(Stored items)
·····
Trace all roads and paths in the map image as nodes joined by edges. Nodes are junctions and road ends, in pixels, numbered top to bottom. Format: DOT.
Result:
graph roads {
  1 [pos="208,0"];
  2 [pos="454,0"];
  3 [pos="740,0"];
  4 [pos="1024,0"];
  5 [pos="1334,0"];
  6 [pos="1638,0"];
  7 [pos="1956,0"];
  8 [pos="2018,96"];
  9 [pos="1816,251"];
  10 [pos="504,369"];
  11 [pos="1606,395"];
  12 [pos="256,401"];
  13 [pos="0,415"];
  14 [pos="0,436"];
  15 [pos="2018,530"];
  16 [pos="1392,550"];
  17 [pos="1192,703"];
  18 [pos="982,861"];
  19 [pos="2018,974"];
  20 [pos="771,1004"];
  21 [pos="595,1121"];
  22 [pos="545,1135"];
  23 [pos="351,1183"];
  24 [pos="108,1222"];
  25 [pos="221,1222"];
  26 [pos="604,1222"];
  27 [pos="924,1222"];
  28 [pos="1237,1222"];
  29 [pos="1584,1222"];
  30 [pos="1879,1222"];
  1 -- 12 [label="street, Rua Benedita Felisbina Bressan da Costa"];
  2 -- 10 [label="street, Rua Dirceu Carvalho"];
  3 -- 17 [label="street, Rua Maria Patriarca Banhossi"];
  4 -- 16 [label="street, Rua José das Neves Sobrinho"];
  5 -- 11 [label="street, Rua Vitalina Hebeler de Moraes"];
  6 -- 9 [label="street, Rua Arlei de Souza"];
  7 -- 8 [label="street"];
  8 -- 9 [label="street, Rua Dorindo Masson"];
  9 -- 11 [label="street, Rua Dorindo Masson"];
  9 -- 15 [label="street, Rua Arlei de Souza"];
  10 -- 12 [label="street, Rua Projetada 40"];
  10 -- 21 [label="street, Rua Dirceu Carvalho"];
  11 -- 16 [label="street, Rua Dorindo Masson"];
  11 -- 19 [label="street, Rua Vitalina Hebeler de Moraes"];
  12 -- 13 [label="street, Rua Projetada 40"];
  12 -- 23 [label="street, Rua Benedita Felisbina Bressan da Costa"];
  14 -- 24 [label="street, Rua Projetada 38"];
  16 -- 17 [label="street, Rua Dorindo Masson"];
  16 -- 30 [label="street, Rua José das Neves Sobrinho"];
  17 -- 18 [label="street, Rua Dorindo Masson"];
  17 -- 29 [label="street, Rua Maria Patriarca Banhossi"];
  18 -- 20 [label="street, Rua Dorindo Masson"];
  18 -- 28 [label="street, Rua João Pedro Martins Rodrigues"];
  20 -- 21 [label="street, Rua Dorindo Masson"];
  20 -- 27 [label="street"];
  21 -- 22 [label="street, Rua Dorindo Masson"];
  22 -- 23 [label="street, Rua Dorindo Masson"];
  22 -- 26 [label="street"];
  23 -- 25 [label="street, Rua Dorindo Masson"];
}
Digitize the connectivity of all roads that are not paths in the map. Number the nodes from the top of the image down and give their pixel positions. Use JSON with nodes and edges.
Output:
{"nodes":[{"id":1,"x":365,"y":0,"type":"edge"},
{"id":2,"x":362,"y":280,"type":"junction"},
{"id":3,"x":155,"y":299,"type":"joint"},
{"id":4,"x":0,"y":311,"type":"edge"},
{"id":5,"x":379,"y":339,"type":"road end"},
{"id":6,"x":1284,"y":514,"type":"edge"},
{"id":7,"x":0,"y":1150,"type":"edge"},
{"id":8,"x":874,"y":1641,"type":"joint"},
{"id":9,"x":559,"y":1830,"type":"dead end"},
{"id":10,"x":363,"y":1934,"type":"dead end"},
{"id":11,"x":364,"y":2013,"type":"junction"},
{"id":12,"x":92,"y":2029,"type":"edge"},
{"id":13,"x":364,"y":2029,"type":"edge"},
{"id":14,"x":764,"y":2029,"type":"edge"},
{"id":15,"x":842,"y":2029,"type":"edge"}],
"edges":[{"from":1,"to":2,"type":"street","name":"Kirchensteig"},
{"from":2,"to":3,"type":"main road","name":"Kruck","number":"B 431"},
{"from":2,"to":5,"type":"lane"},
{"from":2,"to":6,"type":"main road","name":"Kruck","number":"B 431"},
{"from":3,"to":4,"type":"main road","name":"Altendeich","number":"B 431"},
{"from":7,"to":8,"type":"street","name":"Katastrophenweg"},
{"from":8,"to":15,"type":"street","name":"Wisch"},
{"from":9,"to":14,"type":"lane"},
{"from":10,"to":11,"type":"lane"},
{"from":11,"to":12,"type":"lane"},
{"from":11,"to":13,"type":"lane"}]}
·····
• [AIM OF THE TASK]
Copy every line of the records word for word.

• [YOUR RESPONSE]
Trace all roads and paths in the map image as nodes joined by edges. Nodes are junctions and road ends, in pixels, numbered top to bottom. Format: DOT.
Result:
graph roads {
  1 [pos="208,0"];
  2 [pos="454,0"];
  3 [pos="740,0"];
  4 [pos="1024,0"];
  5 [pos="1334,0"];
  6 [pos="1638,0"];
  7 [pos="1956,0"];
  8 [pos="2018,96"];
  9 [pos="1816,251"];
  10 [pos="504,369"];
  11 [pos="1606,395"];
  12 [pos="256,401"];
  13 [pos="0,415"];
  14 [pos="0,436"];
  15 [pos="2018,530"];
  16 [pos="1392,550"];
  17 [pos="1192,703"];
  18 [pos="982,861"];
  19 [pos="2018,974"];
  20 [pos="771,1004"];
  21 [pos="595,1121"];
  22 [pos="545,1135"];
  23 [pos="351,1183"];
  24 [pos="108,1222"];
  25 [pos="221,1222"];
  26 [pos="604,1222"];
  27 [pos="924,1222"];
  28 [pos="1237,1222"];
  29 [pos="1584,1222"];
  30 [pos="1879,1222"];
  1 -- 12 [label="street, Rua Benedita Felisbina Bressan da Costa"];
  2 -- 10 [label="street, Rua Dirceu Carvalho"];
  3 -- 17 [label="street, Rua Maria Patriarca Banhossi"];
  4 -- 16 [label="street, Rua José das Neves Sobrinho"];
  5 -- 11 [label="street, Rua Vitalina Hebeler de Moraes"];
  6 -- 9 [label="street, Rua Arlei de Souza"];
  7 -- 8 [label="street"];
  8 -- 9 [label="street, Rua Dorindo Masson"];
  9 -- 11 [label="street, Rua Dorindo Masson"];
  9 -- 15 [label="street, Rua Arlei de Souza"];
  10 -- 12 [label="street, Rua Projetada 40"];
  10 -- 21 [label="street, Rua Dirceu Carvalho"];
  11 -- 16 [label="street, Rua Dorindo Masson"];
  11 -- 19 [label="street, Rua Vitalina Hebeler de Moraes"];
  12 -- 13 [label="street, Rua Projetada 40"];
  12 -- 23 [label="street, Rua Benedita Felisbina Bressan da Costa"];
  14 -- 24 [label="street, Rua Projetada 38"];
  16 -- 17 [label="street, Rua Dorindo Masson"];
  16 -- 30 [label="street, Rua José das Neves Sobrinho"];
  17 -- 18 [label="street, Rua Dorindo Masson"];
  17 -- 29 [label="street, Rua Maria Patriarca Banhossi"];
  18 -- 20 [label="street, Rua Dorindo Masson"];
  18 -- 28 [label="street, Rua João Pedro Martins Rodrigues"];
  20 -- 21 [label="street, Rua Dorindo Masson"];
  20 -- 27 [label="street"];
  21 -- 22 [label="street, Rua Dorindo Masson"];
  22 -- 23 [label="street, Rua Dorindo Masson"];
  22 -- 26 [label="street"];
  23 -- 25 [label="street, Rua Dorindo Masson"];
}
Digitize the connectivity of all roads that are not paths in the map. Number the nodes from the top of the image down and give their pixel positions. Use JSON with nodes and edges.
Output:
{"nodes":[{"id":1,"x":365,"y":0,"type":"edge"},
{"id":2,"x":362,"y":280,"type":"junction"},
{"id":3,"x":155,"y":299,"type":"joint"},
{"id":4,"x":0,"y":311,"type":"edge"},
{"id":5,"x":379,"y":339,"type":"road end"},
{"id":6,"x":1284,"y":514,"type":"edge"},
{"id":7,"x":0,"y":1150,"type":"edge"},
{"id":8,"x":874,"y":1641,"type":"joint"},
{"id":9,"x":559,"y":1830,"type":"dead end"},
{"id":10,"x":363,"y":1934,"type":"dead end"},
{"id":11,"x":364,"y":2013,"type":"junction"},
{"id":12,"x":92,"y":2029,"type":"edge"},
{"id":13,"x":364,"y":2029,"type":"edge"},
{"id":14,"x":764,"y":2029,"type":"edge"},
{"id":15,"x":842,"y":2029,"type":"edge"}],
"edges":[{"from":1,"to":2,"type":"street","name":"Kirchensteig"},
{"from":2,"to":3,"type":"main road","name":"Kruck","number":"B 431"},
{"from":2,"to":5,"type":"lane"},
{"from":2,"to":6,"type":"main road","name":"Kruck","number":"B 431"},
{"from":3,"to":4,"type":"main road","name":"Altendeich","number":"B 431"},
{"from":7,"to":8,"type":"street","name":"Katastrophenweg"},
{"from":8,"to":15,"type":"street","name":"Wisch"},
{"from":9,"to":14,"type":"lane"},
{"from":10,"to":11,"type":"lane"},
{"from":11,"to":12,"type":"lane"},
{"from":11,"to":13,"type":"lane"}]}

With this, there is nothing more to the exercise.